- Task objective:
Copy all lines containing the string "шоссе" from the records below.

(Dataset entries)
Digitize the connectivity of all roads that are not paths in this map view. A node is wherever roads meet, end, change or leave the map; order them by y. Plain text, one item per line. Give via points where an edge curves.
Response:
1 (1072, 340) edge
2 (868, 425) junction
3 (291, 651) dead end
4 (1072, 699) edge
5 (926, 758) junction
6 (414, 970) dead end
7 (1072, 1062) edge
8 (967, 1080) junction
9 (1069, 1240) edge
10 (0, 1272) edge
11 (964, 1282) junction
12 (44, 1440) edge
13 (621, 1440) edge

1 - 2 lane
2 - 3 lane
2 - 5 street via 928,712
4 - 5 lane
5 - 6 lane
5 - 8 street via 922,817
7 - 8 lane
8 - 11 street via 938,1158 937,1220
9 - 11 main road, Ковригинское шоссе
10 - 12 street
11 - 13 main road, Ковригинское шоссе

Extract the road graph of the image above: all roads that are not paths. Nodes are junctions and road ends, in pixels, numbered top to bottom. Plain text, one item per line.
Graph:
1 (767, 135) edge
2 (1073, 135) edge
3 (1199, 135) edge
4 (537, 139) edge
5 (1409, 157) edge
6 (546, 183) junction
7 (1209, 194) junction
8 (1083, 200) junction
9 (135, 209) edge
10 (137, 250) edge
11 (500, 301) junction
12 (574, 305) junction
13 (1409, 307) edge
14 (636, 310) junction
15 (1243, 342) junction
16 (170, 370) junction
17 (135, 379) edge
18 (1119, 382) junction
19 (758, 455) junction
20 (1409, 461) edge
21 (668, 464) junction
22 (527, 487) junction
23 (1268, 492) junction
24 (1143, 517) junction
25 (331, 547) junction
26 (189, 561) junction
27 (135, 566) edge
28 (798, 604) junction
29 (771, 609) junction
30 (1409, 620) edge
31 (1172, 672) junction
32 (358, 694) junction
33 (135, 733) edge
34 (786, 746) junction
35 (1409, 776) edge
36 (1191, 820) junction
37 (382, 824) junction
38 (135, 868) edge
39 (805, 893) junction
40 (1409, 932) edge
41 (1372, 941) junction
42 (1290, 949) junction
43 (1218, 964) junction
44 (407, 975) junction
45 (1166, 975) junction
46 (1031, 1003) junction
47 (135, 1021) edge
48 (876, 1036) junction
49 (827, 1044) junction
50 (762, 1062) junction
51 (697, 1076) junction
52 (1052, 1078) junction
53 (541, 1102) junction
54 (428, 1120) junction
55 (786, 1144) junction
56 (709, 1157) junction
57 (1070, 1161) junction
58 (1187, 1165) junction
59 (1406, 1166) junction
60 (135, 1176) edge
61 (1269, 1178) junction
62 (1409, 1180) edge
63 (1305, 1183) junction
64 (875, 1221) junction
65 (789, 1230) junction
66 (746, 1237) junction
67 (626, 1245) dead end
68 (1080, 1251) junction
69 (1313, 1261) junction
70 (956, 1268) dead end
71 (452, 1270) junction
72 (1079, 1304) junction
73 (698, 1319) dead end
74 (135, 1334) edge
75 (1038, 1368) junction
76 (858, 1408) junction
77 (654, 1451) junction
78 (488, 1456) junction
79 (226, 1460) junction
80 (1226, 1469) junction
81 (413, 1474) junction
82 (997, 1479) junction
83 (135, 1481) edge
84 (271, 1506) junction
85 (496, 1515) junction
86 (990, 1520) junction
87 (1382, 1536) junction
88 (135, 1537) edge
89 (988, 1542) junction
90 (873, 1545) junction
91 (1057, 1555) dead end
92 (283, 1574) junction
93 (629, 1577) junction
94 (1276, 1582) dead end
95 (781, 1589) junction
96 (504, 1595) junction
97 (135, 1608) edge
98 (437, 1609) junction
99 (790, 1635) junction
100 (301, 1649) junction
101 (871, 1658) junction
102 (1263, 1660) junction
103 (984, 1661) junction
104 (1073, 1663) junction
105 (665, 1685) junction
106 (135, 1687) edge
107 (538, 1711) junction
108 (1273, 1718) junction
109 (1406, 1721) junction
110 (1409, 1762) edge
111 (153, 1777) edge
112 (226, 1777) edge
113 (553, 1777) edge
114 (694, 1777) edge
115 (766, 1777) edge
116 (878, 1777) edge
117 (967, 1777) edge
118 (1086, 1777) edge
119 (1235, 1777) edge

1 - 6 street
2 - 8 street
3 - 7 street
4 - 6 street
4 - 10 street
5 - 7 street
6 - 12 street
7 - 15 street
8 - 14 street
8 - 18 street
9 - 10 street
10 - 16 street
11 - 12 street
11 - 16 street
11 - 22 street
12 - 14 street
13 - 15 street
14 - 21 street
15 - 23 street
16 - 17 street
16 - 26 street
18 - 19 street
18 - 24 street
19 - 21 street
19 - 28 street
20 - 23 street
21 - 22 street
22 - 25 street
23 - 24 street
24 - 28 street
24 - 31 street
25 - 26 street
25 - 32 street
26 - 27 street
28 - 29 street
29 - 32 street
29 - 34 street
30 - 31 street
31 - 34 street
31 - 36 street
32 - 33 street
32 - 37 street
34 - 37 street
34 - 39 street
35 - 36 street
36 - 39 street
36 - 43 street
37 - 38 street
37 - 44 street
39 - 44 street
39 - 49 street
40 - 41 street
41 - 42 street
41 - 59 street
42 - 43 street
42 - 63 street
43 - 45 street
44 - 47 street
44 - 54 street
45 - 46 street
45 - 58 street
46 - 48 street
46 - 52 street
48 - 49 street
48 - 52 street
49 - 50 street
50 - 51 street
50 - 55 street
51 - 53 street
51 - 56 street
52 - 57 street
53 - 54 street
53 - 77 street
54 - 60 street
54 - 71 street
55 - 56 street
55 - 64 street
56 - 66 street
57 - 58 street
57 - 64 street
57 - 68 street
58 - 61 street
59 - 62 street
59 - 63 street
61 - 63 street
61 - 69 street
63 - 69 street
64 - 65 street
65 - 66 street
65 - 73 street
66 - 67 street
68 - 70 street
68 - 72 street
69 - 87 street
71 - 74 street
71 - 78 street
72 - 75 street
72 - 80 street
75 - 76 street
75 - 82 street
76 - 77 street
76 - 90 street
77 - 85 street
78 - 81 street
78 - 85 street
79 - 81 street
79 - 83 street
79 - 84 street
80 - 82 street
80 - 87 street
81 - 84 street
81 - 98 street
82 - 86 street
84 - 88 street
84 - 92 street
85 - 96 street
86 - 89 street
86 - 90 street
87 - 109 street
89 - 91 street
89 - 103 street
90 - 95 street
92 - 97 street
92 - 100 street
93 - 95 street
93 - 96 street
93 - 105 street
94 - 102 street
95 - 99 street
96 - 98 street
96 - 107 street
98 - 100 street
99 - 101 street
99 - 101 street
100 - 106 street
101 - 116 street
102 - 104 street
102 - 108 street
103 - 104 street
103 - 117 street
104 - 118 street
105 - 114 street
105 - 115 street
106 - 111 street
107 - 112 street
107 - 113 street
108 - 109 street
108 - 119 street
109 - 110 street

- Solved exercise:
9 - 11 main road, Ковригинское шоссе
11 - 13 main road, Ковригинское шоссе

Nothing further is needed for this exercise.